Ainsi du côté de l’offre, une réduction du taux de TVA a été accordée aux entreprises privées pour compenser l’avantage qu’avaient les associations soumises à une taxe sur les salaires moins élevés. Les exonérations de cotisations patronales de sécurité sociale accordées aux associations ont été étendues aux entreprises privées et aux particuliers employeurs. Ces aides fiscal-sociales représentent des montants très importants : aujourd’hui à 2,3 milliards d’euros.
De même, du coté de la demande, la réduction d’impôt sur le revenu accordée aux particuliers employeurs a été élargie aux clients des associations et des entreprises privées. Au départ circonscrite par le Chèque Emploi Service Universel, le CESU, à un public restreint, cette solvabilisation de la demande a été progressivement élargie à une grande partie de la population, à la fois sous forme de réduction d’impôt sur le revenu (ce qui coûte aujourd’hui 1,5 milliard d’euros) et plus récemment sous forme de crédit d’impôt pour les ménages non imposables (pour 2 milliards d’euros).
Un décret a défini en 2006 le périmètre des 21 activités de services à la personne qui donnaient droit à ces aides, que ces services soient rendus dans le cadre d’associations, d’entreprises ou du particulier employeur. Il s’agit d’activités comme le ménage, le repassage, le petit bricolage, les petits travaux informatiques, le petit jardinage, la garde d’enfants, le soutien scolaire ….
Pour avoir droit aux aides, les associations et les entreprises devaient exercer ces activités de façon exclusive et obtenir un agrément en faisant une « déclaration » à l’État (la DIRECTE). Pour les services aux personnes fragiles il fallait en outre obtenir un « agrément qualité ». Certes les associations pouvaient continuer à opter pour le système ancien dit de « l’autorisation » qui passait par les conseils généraux – système qui leur était antérieurement réservé et qui a tendance à leur donner la préférence -, mais les entreprises qui obtenaient l’agrément qualité auprès de l’État avaient légalement le même accès aux publics fragiles que les associations.
Des résultats en demi-teinte
Le plan Borloo des services à la personne a donné une forte visibilité et une unité à ce qu’on a appelé le « secteur des services à la personne» par-delà la diversité des activités et des modes d’exercice qu’il recouvre. Il a ainsi élargi au domicile le champ des emplois productifs qui n’existaient jusqu’alors que dans les usines.
Dans les premières années après le plan, le décollage des entreprises privées a été spectaculaire : plus de 15 000 entreprises 5 ans après le plan alors qu’il n’y en avait que 500 au moment du plan.

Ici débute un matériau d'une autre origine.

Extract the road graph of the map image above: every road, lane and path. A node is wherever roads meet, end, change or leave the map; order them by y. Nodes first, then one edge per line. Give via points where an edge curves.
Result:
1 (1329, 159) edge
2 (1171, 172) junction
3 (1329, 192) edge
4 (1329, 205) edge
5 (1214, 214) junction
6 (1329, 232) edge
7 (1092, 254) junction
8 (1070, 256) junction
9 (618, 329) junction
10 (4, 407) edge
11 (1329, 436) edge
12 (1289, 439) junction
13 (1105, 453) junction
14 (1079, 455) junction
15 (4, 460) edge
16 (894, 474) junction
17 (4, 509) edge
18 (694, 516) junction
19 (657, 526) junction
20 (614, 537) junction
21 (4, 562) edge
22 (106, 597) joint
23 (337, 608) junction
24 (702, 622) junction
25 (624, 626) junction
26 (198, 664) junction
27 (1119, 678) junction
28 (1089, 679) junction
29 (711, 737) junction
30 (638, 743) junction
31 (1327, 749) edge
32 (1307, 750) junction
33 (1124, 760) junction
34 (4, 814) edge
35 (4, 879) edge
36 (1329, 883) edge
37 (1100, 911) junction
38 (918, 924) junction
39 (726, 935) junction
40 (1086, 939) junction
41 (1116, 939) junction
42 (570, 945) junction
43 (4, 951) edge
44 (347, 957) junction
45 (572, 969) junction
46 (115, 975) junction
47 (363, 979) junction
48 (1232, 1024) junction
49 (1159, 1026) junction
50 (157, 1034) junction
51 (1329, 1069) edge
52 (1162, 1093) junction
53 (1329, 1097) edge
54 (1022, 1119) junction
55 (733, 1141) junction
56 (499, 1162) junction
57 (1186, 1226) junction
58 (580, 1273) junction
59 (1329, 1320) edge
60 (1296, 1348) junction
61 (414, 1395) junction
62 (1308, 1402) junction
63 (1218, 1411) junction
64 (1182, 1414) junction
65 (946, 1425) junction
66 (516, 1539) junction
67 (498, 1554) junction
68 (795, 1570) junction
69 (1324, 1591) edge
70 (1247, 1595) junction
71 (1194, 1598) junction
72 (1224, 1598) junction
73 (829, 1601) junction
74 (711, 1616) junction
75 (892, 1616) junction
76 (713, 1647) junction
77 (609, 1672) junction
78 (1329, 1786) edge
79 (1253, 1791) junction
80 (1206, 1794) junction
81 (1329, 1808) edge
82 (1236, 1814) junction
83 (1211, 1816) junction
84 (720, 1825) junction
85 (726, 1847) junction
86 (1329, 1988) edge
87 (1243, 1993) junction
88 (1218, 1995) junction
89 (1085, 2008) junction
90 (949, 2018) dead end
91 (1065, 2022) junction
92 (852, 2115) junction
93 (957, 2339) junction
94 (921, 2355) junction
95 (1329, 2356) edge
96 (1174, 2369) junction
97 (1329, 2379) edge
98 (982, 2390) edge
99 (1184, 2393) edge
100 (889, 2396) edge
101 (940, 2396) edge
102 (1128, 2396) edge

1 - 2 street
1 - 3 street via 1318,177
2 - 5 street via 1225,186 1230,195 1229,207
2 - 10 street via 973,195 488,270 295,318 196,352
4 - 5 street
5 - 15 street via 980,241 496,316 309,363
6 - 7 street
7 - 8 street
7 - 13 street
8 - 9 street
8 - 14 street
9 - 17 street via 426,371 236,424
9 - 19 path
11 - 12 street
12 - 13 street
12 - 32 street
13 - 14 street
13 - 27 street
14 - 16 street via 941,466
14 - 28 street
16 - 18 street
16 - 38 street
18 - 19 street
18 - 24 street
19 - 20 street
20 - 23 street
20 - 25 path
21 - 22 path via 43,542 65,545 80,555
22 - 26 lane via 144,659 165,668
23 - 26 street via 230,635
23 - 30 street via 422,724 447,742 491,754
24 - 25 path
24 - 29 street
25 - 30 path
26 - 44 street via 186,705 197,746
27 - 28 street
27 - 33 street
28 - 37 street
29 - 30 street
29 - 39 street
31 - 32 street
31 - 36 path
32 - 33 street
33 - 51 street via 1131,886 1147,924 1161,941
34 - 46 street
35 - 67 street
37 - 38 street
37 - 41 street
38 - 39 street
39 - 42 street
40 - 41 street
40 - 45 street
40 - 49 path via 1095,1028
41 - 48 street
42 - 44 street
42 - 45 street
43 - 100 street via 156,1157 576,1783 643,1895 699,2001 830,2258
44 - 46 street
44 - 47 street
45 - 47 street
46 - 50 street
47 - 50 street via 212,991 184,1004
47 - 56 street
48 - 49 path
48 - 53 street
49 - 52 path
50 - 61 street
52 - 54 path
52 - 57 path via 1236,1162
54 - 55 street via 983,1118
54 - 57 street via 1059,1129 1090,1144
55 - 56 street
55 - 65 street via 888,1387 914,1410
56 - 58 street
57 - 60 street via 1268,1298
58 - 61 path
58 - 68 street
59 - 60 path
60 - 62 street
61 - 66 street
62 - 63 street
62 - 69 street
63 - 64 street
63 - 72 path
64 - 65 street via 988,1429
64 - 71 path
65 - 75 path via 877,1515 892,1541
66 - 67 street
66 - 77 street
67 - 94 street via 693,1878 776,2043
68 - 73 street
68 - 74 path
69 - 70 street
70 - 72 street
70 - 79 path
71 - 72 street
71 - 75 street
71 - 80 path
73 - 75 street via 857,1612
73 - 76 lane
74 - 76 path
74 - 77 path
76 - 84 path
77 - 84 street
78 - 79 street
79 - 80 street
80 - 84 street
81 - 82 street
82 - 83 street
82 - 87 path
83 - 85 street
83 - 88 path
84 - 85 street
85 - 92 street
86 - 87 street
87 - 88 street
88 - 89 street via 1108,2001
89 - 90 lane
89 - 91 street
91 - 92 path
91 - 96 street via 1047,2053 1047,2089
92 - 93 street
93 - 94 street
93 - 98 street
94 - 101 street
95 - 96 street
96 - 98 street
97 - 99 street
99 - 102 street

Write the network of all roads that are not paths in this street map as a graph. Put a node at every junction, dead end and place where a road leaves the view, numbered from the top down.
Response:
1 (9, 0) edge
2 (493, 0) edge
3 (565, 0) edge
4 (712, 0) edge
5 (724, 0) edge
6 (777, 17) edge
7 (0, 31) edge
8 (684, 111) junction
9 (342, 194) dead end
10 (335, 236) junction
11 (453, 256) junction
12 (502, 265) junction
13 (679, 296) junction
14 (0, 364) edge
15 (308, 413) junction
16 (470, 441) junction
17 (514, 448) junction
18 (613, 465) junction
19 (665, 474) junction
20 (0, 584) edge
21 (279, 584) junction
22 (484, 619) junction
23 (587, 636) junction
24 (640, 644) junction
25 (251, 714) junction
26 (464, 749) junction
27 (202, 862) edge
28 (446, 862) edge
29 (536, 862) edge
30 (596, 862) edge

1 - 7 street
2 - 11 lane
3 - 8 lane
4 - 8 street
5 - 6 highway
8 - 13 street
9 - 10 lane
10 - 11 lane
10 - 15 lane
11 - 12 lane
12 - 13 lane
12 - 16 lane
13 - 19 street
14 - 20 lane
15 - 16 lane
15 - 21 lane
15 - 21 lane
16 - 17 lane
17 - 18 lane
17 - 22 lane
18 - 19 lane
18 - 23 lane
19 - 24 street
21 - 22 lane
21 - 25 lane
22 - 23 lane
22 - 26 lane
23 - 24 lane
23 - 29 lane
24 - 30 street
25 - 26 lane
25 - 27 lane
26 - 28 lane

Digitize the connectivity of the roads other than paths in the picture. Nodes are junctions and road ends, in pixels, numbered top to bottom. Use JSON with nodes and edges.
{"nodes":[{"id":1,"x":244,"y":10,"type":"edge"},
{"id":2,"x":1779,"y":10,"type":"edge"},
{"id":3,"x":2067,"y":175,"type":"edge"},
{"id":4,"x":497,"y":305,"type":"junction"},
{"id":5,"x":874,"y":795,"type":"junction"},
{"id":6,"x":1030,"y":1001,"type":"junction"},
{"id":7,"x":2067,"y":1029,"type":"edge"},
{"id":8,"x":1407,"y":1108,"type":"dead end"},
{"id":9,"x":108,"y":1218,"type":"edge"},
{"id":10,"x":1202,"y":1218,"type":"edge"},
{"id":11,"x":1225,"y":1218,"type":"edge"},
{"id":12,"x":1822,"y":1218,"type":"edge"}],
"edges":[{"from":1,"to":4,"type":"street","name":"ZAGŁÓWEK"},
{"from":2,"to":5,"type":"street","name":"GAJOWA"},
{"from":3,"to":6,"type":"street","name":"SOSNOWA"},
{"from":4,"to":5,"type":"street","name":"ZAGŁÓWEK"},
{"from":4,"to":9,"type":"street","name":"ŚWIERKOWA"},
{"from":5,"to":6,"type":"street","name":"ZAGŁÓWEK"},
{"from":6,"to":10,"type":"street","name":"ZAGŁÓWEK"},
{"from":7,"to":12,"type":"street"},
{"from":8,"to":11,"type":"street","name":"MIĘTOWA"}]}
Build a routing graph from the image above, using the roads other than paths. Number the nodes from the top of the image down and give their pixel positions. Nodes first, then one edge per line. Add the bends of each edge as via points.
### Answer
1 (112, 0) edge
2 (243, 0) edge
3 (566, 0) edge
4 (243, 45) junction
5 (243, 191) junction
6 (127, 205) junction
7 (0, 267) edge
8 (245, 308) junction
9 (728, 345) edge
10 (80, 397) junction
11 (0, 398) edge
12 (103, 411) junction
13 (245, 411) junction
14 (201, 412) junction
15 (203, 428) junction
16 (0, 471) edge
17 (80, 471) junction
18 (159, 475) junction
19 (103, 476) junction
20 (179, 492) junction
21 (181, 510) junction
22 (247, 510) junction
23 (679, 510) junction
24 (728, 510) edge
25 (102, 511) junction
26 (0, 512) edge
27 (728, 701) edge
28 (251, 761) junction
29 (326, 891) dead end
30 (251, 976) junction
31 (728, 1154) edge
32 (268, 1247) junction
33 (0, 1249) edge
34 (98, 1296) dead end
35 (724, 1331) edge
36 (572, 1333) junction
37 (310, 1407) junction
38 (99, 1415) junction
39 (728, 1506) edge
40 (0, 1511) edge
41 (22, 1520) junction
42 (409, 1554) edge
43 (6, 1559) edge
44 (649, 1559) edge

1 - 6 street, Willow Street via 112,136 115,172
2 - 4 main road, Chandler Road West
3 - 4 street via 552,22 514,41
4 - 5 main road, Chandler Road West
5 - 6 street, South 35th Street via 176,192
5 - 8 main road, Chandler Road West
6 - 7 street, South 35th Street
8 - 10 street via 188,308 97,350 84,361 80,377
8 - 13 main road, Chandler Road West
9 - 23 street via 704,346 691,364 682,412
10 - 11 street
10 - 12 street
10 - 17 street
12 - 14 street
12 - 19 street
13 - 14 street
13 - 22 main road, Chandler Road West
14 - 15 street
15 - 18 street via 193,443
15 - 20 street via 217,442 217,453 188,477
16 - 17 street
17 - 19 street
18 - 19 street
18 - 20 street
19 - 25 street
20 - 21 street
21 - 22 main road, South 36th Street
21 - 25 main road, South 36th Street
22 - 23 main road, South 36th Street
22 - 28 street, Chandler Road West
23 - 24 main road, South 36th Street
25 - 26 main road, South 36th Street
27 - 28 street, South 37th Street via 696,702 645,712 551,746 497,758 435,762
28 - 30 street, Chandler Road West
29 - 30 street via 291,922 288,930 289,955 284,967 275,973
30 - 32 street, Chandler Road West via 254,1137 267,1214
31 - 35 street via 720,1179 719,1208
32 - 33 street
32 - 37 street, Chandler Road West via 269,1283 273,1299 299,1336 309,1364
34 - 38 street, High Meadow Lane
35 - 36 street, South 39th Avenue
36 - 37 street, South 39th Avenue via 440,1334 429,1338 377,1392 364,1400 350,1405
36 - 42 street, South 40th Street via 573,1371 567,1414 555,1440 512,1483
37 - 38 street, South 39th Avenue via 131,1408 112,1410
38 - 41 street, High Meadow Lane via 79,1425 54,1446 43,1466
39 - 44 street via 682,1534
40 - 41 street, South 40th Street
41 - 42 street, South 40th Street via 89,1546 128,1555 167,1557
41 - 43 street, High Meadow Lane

Au total, malgré le caractère hétérogène du secteur des services à la personne, qui rend impossible la constitution d’une base statistique complète et détaillée, les différents chiffrages montrent que plusieurs centaines de milliers d’emplois ont été créés dans les années qui ont suivi le plan. Les 21 activités représentent aujourd’hui environ 5% de l’emploi salarié.
Mais ces résultats se sont infléchis par la suite. En effet, progressivement, avec la fin du plan des services à la personne, puis avec la suppression de l’ANSP, on a subrepticement laissé sans pilotage la politique nationale de développement d’une large palette de services à la personne élargissant ceux des services aux personnes fragiles. Plus rien n’était prévu pour favoriser les échanges et la recherche de compromis entre les différents acteurs mais aussi entre le niveau national et le niveau local. On a renoué avec une politique favorisant les associations et les publics fragiles. Les aides fiscales et sociales ont été pour l’essentiel concentrées sur ces publics. En 2016, il est devenu obligatoire pour les entreprises qui proposent des services aux publics fragiles d’obtenir une « autorisation » des conseils départementaux à la place de l’agrément délivré par l’État, excluant de fait de nouveau les entreprises privées du vaste marché des services aux publics fragiles. Ainsi aujourd’hui la moitié des heures prestées le sont encore pour les personnes fragiles, et les associations se partagent pratiquement ce marché avec le particulier employeur. Le privé ne représente que 6 % des heures.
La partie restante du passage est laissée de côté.